My best wishes for a healthy and happy 2020. - Phil

Quoted

  • "Short selling should be illegal." -- Elon Musk

Facts and Figures

  • Chewing gum sales by volume from 2010 to 2018 dropped 4% globally. U.S. sales were down 23% in the same period. (Euromonitor)

  • The price of a 50-inch 4k HD television fell more than 80% between 2012 and 2018, and the average price of all TVs fell 20% just in the past year.

  • $200 million -- the annual budget for the California Public Utility Commission during its most recent fiscal year, and a period in which it says it has struggled to find sufficient resources to conduct safety inspections and investigations.

  • $97.5 million -- the amount the CPUC fined PG&E for improper communications [read: bad-faith negotiations and back-channeling] with the CPUC's own officials.

Books

  • Margin of Trust: The Berkshire Business Model -- Law school professor, governance expert and Berkshire guru Larry Cunningham has a new book about an important topic. (Disclosure: I've helped with and contributed to various projects without compensation because I like the topics and the author, and the author sent me an advance copy of this book.)

  • A free chapter is available electronically.

  • The 5th edition of Cunningham's seminal work, The Essays of Warren Buffett, is also out and the introduction is available for free here.

  • A snapshot of Cunningham's books is here.
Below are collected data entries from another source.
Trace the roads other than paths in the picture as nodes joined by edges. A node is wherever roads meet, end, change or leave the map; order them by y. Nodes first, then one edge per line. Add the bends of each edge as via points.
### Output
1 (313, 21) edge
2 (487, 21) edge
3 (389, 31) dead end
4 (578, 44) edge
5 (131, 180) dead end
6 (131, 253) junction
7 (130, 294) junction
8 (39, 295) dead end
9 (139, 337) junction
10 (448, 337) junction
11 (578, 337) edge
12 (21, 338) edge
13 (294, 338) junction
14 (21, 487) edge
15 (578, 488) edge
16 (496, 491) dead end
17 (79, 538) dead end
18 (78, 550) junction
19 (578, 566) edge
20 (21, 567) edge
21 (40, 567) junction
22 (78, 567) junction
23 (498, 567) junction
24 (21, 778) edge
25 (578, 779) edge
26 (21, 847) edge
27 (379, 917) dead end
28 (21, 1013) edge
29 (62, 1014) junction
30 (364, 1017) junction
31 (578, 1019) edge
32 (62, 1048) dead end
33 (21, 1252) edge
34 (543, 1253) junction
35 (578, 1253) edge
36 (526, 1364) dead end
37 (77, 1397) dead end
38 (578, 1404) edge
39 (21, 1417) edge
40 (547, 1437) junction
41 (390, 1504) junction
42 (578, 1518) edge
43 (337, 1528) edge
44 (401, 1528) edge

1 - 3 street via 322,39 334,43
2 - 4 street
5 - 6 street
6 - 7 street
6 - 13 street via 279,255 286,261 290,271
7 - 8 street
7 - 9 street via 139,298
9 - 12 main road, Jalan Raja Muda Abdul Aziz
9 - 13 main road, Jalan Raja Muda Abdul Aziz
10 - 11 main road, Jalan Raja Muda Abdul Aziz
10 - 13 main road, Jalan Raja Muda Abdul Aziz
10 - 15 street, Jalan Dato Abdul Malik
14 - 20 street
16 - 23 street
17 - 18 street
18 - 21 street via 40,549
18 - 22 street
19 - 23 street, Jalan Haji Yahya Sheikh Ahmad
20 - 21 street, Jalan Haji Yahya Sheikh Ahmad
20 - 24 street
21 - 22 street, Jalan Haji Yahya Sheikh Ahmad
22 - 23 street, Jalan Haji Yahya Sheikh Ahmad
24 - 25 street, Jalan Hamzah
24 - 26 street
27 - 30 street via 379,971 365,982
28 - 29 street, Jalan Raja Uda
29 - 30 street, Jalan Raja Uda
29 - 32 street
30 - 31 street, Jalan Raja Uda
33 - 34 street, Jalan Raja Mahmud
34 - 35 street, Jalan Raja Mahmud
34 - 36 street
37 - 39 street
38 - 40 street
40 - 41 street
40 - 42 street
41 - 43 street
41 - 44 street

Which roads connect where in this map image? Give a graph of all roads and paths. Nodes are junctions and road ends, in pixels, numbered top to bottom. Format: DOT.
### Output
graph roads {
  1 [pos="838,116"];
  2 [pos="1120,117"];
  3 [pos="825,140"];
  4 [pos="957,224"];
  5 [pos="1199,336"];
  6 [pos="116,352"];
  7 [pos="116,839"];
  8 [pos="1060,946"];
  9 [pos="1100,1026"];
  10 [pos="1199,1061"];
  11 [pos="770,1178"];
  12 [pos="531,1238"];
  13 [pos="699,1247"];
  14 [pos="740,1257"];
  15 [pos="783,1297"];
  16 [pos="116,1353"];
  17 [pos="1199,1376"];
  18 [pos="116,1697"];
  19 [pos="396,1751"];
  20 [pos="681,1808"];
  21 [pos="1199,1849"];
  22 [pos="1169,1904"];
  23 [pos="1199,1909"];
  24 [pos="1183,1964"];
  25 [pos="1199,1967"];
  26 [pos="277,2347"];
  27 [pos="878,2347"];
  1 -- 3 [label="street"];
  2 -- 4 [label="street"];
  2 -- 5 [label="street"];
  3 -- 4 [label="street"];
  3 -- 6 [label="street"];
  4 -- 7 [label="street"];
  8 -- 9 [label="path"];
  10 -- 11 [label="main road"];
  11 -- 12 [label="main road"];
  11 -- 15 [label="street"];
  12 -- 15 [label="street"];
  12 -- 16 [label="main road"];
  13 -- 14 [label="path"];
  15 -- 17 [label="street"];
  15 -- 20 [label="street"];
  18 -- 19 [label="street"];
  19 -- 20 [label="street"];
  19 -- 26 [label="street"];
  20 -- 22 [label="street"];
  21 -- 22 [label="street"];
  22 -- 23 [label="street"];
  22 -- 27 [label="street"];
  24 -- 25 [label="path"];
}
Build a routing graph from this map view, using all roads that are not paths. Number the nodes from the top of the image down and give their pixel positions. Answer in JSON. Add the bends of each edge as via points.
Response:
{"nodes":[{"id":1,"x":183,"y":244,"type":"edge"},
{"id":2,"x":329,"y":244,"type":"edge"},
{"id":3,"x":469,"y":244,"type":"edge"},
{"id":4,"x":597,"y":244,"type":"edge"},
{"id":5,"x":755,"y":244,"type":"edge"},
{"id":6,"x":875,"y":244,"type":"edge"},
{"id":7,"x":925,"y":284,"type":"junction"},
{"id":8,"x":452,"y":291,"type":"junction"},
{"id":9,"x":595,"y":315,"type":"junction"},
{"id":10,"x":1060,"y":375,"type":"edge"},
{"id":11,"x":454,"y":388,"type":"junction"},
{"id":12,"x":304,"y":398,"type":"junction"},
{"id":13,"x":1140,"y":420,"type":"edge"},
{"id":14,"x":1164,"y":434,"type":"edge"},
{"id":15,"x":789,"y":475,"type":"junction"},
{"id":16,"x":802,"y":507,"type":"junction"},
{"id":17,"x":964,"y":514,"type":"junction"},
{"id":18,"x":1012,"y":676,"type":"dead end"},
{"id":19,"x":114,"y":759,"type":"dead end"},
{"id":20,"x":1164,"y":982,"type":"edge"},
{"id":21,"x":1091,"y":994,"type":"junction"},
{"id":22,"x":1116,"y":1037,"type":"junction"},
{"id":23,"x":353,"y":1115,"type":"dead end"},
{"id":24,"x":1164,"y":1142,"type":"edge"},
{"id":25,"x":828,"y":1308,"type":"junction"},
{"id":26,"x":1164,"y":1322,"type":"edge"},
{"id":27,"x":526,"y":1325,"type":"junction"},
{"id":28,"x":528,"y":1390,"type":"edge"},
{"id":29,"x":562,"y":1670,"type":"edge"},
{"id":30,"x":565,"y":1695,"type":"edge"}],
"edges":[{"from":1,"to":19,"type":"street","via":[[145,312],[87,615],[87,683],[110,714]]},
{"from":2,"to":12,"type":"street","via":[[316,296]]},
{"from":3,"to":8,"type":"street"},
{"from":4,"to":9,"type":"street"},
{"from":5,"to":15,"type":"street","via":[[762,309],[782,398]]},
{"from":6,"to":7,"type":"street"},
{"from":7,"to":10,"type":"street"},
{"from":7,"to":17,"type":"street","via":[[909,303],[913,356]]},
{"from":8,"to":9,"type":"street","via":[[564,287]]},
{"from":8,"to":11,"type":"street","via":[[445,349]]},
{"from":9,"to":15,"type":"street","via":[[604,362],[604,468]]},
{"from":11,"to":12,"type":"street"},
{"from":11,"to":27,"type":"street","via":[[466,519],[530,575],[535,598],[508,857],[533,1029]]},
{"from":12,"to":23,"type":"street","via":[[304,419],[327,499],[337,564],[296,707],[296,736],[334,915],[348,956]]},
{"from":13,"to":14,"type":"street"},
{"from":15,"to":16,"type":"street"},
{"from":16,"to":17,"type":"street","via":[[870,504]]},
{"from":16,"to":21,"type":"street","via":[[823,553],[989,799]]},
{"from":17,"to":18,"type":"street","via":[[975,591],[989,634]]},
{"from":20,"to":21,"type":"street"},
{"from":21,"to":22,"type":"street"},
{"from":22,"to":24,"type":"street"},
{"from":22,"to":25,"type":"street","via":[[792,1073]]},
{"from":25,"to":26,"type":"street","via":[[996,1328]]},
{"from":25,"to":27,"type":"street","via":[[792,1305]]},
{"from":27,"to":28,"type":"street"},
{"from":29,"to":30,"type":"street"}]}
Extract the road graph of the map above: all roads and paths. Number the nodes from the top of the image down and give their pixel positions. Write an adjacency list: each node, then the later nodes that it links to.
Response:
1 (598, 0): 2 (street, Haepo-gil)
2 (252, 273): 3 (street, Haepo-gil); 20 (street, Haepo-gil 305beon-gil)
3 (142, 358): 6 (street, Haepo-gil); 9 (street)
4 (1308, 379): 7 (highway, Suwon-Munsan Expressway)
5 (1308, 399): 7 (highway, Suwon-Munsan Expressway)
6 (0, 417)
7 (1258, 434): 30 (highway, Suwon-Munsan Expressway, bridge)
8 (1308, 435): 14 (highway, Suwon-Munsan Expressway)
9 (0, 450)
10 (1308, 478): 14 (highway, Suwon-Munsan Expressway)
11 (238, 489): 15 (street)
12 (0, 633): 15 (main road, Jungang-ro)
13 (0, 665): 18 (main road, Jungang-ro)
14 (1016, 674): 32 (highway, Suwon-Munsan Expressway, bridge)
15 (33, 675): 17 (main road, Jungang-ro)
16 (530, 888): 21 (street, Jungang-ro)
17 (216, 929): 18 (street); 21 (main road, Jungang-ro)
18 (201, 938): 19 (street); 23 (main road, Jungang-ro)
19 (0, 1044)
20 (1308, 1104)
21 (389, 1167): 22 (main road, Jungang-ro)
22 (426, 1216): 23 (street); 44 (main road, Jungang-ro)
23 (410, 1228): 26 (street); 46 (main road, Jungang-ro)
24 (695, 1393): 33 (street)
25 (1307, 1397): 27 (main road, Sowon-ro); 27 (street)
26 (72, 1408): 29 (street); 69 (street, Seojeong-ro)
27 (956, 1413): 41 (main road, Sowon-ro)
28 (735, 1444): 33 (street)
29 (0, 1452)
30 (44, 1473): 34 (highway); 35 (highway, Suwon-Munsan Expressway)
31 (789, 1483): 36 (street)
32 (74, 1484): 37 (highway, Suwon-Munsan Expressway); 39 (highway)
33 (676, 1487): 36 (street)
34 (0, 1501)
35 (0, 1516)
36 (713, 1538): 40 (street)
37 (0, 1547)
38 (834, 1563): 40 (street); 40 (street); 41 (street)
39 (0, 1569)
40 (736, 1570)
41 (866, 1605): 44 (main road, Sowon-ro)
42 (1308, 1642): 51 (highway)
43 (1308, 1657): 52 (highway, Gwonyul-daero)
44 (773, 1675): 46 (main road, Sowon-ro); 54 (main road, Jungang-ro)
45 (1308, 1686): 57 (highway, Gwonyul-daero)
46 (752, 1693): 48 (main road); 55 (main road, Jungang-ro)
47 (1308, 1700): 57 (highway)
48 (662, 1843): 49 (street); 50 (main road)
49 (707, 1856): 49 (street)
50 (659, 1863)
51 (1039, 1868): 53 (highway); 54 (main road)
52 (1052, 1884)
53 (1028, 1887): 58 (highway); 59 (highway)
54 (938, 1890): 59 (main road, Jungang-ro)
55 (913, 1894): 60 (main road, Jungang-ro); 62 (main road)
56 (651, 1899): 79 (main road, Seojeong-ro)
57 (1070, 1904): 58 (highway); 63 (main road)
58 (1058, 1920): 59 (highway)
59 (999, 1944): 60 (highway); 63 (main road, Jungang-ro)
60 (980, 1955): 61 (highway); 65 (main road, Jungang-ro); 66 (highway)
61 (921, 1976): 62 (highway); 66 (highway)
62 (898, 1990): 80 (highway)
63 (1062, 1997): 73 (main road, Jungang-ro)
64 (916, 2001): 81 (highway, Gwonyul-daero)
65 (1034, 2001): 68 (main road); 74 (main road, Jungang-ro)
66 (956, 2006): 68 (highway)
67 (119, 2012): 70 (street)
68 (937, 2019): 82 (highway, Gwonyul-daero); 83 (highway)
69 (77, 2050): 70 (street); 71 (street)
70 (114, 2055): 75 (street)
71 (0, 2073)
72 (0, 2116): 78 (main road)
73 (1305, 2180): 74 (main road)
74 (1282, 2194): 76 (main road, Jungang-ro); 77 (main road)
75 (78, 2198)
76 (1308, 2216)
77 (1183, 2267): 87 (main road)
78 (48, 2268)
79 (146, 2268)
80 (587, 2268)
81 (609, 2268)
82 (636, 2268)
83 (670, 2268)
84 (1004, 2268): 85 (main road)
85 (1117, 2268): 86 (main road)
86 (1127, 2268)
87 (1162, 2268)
  • Tiger Woods -- I did not expect to like this book, but I couldn't put it down. Yes, I'm a sucker for biographies and I do love golf, but this is a fascinating read for anyone.

Links

  • "You Don't Bring Bad News to the Cult Leader": Inside the Fall of WeWork -- Just incredible. And it might as well be the lead for "The Psychology of Human Misjudgment" 2.0

  • The Case Against Boeing -- This article was published in November, before the firing of then CEO Dennis Muilenburg and before the MAX recertification was stretched -- presumably -- well into next year. Either way, I think there are some valid points here along with some significant issues.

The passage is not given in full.